### Aim of the exercise
Scan the listing below. Return every line containing the string "dead".

-------- Data for the task

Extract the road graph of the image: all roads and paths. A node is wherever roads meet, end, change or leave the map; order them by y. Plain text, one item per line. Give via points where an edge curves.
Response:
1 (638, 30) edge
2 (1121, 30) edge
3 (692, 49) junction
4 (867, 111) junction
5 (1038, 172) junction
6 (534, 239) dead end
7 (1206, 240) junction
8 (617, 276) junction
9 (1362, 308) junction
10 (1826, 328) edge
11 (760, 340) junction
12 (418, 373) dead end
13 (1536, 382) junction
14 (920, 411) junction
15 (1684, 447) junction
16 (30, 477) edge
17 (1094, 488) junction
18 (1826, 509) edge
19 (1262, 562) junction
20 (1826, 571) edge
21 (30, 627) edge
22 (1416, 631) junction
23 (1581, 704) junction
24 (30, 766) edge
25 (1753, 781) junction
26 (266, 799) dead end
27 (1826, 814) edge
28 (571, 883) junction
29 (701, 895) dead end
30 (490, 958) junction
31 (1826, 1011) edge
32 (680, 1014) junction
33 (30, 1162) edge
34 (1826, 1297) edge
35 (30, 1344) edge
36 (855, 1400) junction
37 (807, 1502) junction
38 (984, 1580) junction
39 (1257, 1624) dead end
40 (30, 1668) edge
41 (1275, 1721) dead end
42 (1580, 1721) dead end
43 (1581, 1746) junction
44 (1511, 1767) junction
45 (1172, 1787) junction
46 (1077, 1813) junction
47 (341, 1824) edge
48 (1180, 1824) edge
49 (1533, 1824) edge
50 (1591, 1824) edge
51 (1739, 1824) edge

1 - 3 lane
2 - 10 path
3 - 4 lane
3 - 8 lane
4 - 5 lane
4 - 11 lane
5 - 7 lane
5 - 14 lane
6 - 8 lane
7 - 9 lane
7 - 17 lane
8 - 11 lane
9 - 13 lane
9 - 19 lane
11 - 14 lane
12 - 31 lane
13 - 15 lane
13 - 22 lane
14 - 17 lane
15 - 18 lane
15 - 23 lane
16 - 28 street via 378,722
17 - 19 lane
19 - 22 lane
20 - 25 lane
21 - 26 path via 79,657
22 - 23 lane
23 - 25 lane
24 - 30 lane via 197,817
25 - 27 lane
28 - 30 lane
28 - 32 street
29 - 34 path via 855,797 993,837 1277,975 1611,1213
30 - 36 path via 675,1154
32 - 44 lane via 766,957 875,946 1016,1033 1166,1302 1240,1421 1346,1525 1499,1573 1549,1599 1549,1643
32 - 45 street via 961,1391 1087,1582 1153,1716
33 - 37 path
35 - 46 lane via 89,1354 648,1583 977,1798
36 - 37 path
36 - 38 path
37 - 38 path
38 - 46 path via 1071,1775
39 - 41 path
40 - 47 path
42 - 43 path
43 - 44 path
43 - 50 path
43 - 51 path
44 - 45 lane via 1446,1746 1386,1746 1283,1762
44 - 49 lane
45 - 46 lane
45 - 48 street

----------------

### Response area
6 (534, 239) dead end
12 (418, 373) dead end
26 (266, 799) dead end
29 (701, 895) dead end
39 (1257, 1624) dead end
41 (1275, 1721) dead end
42 (1580, 1721) dead end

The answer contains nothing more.